Oprah to Take Top Post at Her Network

Oprah WinfreyPaul Beaty/Associated PressOprah Winfrey at an industry conference in June.

Oprah Winfrey stood before cable company executives at an industry conference last month and admitted that the beginning of OWN, her cable channel, was not going well, in part because she had been too focused on the end of her daytime talk show.

Now, she told them, she had “the ability to commit my full energy, feet first,” to the channel.

On Wednesday she did just that, naming herself the chief executive of OWN and effectively combining the Los Angeles-based channel with her Chicago-based production company, Harpo Studios, in an effort to reboot the channel, which has been burdened by low ratings in its first six months.

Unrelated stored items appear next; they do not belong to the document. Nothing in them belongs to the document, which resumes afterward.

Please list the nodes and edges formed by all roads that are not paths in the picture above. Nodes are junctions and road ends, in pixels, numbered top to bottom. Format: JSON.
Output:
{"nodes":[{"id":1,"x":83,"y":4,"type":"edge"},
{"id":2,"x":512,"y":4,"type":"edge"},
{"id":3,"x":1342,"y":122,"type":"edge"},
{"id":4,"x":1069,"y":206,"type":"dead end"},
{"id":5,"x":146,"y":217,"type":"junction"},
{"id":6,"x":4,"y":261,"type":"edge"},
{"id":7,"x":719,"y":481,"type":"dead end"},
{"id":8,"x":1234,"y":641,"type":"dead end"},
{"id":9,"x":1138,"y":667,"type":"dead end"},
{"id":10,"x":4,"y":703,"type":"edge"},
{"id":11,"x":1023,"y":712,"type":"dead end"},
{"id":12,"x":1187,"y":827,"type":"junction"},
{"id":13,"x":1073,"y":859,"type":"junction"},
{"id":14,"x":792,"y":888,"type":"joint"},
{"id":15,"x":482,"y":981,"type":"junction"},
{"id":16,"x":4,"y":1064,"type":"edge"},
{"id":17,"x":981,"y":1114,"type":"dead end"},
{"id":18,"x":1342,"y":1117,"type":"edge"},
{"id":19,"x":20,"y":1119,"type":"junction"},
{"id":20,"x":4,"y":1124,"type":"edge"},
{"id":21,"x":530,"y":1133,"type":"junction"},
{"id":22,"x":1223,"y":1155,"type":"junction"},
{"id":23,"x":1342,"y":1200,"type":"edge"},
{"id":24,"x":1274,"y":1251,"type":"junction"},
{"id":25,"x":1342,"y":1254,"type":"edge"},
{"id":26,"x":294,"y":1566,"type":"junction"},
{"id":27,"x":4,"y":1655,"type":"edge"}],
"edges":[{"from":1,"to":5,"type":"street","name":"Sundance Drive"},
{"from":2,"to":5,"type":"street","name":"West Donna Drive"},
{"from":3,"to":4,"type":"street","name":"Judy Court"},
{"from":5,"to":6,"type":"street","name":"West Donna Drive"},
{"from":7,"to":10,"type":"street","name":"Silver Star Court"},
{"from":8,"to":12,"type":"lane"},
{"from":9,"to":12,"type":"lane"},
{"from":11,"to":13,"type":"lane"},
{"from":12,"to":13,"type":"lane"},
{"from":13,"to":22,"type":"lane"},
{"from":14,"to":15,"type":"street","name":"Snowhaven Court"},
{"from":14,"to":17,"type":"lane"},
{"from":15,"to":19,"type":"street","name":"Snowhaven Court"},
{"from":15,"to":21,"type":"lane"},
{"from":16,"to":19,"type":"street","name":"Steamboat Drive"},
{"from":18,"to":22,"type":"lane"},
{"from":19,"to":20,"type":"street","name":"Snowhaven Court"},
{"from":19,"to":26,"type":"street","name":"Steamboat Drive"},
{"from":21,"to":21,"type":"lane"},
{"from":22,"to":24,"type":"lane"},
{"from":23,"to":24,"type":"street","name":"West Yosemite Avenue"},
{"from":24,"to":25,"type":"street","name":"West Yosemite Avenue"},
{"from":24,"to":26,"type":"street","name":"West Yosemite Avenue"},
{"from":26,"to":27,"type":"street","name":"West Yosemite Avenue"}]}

“This concept of mine, of one team, one mission and one vision is about to become a day-to-day reality,” she wrote in an e-mail message to staff members at both OWN and Harpo on Wednesday morning.

Significantly, the channel said in a news release that all of Harpo’s future television projects “will be directed exclusively to OWN.”

Erik Logan and Sheri Salata, the two presidents of Harpo Studios, will immediately become the presidents of OWN, too. Then, in the fall, Ms. Winfrey will take over as chief executive. She also will take the title of chief creative officer, which was originally held by Lisa Erspamer, one of her top lieutenants.

Ms. Winfrey will remain the chairman of OWN, which is a joint venture between Harpo and Discovery Communications. Ms. Erspamer will continue as OWN’s executive vice president of production and development.

Ms. Winfrey’s consolidation of power suggests that she will be much more involved in the day-to-day decisions for the channel, a change sought by executives at Discovery and television critics. The channel also may wind up with more programming starring Ms. Winfrey, who is contractually obligated to appear in 70 telecasts a year.

Ms. Winfrey’s new role is another sharp shift in the leadership structure at OWN, where just two months ago, Ms. Winfrey and the other members of the OWN board dismissed Christina Norman , who had led the channel before and after its debut. The board installed Peter Liguori, the chief operating officer of Discovery, as the interim chief executive, and people close to Mr. Liguori said at the time that he expected to be in the job for a year or more.

That changed last month, after Ms. Winfrey spent a long-planned vacation in Europe and Africa after the May 24 finale of “The Oprah Winfrey Show.” At the cable industry conference in Chicago on June 16, she affirmed her commitment to OWN; the next day, she participated in a marathon meeting with members of the OWN board about the direction of the channel.

By the end of the month, Ms. Winfrey decided that she should become the channel’s chief executive. The OWN board had not yet started to search for a permanent chief to replace Ms. Norman.

As the presidents of OWN, Mr. Logan and Ms. Salata — who are well known to viewers of “Season 25: Oprah Behind The Scenes,” a reality show on OWN about the making of “The Oprah Winfrey Show” — will report to Ms. Winfrey. Mr. Logan will work out of OWN’s office in Los Angeles and travel to Harpo’s Chicago office regularly; Ms. Salata will do the reverse.

“I have no doubt that we will all be in lockstep in a very short time,” Ms. Winfrey wrote to her staff on Wednesday. She added, “We are in this boat together in a very real way now. And I will put my brand and my future on the line because I know this one team — OWN/Harpo — is the boat I want to be in.”

A restart of sorts will take place for OWN on Oct. 10. On that day, a new daytime talk show hosted by Rosie O’Donnell and repackaged old episodes of “The Oprah Winfrey Show” will start being shown.